Skip to main content

A High-level Design for Bidirectional Data Streaming to High-Performance Computing Systems from External Science Facilities

Publication Type
ORNL Report
Publication Date

Cutting-edge science is increasingly data-driven due to the emergence of scientific machine learning models that can guide scientists toward fruitful areas of exploration. Experimental science facilities such as light and neutron sources, particle colliders, and radio astronomy telescopes are also producing raw measurement data at rates that exceed available data storage and computing capacity at those facilities. As a result, scientific workflows are being developed that concurrently couple experiments at science facilities with high-performance computing (HPC) facilities to enable analysis of experimental data while the experiment is ongoing, and where analysis results are potentially fed back to the experiment for use in experimental control and/or steering in a time-sensitive manner.
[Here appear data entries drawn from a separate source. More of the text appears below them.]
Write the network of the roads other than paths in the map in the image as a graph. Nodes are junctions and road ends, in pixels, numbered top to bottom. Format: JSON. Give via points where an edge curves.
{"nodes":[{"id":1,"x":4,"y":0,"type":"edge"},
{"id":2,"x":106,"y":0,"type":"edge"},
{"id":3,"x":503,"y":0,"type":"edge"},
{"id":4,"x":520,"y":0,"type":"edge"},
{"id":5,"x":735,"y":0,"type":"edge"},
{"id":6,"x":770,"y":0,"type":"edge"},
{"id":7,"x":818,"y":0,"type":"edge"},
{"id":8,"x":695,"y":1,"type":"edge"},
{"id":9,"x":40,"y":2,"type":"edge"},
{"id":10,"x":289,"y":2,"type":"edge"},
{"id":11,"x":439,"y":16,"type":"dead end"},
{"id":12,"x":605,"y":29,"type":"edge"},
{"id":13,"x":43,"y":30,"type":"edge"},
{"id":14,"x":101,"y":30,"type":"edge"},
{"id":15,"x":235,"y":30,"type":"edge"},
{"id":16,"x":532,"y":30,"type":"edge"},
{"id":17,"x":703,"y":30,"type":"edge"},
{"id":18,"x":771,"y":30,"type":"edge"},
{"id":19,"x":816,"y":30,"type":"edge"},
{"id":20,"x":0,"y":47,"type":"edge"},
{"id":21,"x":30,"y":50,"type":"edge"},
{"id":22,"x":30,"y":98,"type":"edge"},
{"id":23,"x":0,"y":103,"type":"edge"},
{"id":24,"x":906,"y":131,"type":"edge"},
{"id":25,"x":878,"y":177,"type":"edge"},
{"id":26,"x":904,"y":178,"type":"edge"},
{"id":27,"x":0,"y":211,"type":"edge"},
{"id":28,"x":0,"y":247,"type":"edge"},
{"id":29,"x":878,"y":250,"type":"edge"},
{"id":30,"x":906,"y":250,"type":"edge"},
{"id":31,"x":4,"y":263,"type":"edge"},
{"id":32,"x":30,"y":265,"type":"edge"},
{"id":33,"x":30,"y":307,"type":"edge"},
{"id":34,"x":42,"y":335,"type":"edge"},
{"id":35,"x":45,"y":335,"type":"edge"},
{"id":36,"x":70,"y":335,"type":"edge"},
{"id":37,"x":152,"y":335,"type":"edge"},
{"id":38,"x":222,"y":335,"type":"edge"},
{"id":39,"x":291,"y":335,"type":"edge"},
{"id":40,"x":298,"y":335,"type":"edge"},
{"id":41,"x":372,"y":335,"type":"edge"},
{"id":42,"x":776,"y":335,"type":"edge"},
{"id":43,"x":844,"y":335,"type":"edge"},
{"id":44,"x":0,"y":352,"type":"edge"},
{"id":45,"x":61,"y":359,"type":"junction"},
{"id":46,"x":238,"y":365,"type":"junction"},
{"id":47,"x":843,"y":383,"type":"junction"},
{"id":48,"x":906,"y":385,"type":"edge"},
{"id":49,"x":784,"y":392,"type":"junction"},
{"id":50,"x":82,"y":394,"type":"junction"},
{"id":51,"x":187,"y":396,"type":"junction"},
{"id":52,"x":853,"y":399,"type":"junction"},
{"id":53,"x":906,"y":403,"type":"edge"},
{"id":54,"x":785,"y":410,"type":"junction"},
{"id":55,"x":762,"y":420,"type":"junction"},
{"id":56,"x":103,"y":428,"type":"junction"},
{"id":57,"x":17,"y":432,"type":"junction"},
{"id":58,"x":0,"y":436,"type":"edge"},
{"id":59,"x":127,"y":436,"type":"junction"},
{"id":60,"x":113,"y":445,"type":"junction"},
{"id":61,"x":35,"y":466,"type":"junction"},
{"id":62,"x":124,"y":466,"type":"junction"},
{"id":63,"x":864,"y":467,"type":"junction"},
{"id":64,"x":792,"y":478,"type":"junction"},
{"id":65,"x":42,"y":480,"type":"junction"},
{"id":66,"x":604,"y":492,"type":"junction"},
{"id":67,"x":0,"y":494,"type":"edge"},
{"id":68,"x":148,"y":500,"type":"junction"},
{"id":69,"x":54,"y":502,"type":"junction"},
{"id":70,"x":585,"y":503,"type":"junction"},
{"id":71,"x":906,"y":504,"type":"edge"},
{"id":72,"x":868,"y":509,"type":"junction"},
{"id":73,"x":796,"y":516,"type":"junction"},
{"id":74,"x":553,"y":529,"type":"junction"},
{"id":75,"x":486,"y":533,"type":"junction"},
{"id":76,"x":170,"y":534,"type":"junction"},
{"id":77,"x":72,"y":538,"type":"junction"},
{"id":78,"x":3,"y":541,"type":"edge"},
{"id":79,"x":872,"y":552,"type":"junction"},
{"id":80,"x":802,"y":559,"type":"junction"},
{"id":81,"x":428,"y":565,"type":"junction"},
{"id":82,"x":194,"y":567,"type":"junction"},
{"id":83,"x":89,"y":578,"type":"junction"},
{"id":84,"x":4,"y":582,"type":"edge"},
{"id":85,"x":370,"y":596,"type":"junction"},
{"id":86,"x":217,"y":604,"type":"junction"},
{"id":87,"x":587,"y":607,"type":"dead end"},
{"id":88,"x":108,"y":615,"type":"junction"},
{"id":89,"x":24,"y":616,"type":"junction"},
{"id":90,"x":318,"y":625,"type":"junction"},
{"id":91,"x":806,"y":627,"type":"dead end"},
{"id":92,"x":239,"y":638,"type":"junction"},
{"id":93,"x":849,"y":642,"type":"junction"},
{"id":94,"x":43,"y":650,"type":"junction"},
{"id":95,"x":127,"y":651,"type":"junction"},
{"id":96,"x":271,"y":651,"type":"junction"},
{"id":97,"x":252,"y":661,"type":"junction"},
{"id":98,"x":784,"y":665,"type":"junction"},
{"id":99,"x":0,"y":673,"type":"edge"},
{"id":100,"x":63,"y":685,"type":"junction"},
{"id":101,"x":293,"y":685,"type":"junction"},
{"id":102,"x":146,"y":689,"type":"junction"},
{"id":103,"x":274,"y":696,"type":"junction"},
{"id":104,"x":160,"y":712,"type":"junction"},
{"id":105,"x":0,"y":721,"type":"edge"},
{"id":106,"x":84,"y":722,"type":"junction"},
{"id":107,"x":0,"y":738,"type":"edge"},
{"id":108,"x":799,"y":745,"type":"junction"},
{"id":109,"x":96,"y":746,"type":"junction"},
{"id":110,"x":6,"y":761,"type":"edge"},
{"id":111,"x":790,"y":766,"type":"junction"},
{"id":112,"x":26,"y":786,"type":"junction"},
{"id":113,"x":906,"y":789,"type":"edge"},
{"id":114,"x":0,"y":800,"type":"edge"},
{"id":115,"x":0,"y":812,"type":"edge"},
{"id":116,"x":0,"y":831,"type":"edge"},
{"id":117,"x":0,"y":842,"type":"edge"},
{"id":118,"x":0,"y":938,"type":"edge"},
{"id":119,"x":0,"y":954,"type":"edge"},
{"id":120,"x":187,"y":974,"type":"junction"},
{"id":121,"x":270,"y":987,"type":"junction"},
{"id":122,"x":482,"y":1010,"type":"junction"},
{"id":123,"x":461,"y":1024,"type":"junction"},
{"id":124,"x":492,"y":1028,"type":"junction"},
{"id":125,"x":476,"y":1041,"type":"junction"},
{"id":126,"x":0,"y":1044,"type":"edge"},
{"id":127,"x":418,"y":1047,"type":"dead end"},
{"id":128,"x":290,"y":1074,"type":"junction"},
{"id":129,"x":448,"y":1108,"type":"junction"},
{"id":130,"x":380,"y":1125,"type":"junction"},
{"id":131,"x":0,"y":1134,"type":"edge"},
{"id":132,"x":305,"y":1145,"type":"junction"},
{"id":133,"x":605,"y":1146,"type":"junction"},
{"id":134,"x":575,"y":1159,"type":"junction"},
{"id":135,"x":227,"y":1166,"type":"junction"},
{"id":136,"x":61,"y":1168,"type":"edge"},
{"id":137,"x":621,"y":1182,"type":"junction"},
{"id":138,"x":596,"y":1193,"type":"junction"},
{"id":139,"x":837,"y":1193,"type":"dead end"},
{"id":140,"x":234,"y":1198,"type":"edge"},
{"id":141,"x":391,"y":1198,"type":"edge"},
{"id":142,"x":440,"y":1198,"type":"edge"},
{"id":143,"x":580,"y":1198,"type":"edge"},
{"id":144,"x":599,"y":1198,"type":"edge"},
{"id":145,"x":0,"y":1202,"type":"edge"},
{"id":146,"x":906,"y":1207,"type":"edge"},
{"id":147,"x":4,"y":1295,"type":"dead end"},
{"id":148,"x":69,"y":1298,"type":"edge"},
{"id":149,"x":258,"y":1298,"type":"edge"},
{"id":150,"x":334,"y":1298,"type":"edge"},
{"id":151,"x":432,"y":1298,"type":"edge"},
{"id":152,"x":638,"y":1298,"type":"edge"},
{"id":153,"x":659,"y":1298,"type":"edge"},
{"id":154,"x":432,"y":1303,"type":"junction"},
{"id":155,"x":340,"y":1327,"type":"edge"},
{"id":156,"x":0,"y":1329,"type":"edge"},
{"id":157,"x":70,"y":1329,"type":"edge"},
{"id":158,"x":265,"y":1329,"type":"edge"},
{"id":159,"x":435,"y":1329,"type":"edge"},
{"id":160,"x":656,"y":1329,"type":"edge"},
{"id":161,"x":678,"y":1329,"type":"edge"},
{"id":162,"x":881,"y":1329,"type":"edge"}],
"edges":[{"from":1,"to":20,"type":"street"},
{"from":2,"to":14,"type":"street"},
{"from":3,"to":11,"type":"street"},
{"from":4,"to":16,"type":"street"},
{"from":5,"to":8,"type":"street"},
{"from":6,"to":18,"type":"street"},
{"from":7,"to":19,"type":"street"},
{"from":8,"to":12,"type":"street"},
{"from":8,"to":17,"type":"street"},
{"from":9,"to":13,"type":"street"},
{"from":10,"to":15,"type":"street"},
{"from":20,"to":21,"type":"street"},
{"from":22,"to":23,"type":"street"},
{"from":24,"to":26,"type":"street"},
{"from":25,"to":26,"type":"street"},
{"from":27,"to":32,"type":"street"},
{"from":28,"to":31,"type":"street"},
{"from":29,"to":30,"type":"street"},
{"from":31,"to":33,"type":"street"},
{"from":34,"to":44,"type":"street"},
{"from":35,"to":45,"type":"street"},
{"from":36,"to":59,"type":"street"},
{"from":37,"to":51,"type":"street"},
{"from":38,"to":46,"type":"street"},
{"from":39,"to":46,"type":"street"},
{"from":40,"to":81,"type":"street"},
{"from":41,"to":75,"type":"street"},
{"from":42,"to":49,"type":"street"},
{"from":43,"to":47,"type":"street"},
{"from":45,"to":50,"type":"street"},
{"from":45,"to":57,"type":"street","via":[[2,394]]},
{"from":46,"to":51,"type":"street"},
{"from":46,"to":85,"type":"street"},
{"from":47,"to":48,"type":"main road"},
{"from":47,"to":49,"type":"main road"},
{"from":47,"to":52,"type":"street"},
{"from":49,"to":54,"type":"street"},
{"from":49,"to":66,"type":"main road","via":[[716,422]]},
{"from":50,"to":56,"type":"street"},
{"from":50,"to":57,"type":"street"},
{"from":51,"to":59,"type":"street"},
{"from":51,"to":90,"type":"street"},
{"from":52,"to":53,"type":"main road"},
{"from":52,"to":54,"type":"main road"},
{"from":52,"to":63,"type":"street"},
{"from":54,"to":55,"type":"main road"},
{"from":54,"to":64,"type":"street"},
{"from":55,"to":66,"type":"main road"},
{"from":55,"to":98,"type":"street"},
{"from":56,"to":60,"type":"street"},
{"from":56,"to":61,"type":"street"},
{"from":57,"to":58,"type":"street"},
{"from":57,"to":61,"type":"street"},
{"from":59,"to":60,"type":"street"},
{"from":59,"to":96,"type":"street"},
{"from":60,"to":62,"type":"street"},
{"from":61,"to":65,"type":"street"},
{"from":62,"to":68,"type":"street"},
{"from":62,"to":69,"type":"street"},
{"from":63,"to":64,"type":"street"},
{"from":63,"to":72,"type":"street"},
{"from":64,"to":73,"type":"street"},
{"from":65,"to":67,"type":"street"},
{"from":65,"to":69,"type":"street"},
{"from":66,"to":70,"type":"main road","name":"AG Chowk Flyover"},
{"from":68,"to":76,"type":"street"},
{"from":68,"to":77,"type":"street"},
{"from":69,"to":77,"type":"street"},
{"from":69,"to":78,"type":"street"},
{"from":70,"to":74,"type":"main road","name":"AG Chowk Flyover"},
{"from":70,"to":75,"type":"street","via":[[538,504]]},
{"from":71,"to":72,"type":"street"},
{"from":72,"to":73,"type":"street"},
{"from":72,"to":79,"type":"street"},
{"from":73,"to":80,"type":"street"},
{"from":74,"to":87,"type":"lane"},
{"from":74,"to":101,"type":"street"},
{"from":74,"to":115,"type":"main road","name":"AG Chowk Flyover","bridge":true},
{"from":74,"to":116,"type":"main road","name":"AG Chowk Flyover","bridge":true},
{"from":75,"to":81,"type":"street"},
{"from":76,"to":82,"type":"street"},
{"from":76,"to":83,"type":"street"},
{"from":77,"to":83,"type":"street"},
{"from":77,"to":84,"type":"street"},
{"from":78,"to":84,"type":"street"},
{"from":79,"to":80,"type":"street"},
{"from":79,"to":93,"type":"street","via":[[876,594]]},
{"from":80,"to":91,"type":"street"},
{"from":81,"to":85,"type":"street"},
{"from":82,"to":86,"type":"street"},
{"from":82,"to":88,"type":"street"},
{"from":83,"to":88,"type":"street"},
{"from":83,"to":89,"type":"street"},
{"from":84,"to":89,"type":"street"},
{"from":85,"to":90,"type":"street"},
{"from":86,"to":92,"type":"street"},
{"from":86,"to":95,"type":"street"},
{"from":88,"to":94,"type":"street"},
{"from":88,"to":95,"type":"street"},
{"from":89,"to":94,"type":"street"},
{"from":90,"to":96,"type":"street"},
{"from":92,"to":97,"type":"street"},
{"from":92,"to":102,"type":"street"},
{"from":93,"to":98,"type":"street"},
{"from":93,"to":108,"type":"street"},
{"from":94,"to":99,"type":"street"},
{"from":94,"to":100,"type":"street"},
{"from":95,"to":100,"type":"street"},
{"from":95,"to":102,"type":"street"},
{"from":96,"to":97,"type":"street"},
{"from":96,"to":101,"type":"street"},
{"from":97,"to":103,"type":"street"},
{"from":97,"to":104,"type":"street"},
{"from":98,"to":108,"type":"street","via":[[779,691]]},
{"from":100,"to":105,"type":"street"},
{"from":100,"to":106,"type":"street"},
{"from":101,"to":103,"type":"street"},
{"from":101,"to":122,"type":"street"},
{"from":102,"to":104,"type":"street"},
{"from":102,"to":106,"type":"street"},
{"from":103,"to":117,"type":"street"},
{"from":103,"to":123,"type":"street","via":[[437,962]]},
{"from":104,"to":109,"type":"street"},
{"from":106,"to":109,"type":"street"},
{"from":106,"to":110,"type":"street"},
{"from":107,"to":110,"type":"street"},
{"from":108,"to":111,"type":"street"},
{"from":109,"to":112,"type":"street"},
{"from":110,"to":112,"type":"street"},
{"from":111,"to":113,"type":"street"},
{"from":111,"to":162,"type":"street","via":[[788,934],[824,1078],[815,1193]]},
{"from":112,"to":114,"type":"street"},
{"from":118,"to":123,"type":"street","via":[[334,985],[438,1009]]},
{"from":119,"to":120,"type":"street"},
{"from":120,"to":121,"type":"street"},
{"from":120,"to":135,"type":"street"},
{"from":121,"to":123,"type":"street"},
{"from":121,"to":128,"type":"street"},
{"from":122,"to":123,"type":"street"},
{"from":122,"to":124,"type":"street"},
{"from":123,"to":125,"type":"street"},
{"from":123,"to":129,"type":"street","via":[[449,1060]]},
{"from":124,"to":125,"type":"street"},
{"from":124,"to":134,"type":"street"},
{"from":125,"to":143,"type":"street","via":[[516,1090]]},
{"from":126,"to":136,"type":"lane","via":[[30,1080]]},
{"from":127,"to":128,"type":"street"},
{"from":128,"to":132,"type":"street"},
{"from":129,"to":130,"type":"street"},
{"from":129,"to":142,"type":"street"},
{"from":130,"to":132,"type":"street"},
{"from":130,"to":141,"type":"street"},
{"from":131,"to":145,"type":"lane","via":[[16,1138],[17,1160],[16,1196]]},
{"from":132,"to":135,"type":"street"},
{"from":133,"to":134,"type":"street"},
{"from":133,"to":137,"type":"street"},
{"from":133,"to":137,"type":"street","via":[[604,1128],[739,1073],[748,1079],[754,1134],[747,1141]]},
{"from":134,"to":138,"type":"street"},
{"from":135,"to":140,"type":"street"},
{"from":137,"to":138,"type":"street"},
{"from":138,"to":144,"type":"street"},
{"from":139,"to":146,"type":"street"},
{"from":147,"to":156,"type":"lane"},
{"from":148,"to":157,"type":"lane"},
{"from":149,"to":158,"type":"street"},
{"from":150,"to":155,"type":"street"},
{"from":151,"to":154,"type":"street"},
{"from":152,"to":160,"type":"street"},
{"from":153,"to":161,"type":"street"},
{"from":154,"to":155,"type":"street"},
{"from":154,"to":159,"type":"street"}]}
Our goal is to design, prototype, and deploy a new capability for the Oak Ridge Leadership Computing Facility (OLCF) that enables such workflows through support for bidirectional, memory-based streaming of data from external experiments into and out of OLCF HPC systems. This high-level design document describes the related work and motivating use cases that inform our understanding of the technical requirements for this capability, and describes a proposed architectural solution that meets these requirements and our plans for demonstrating the capability.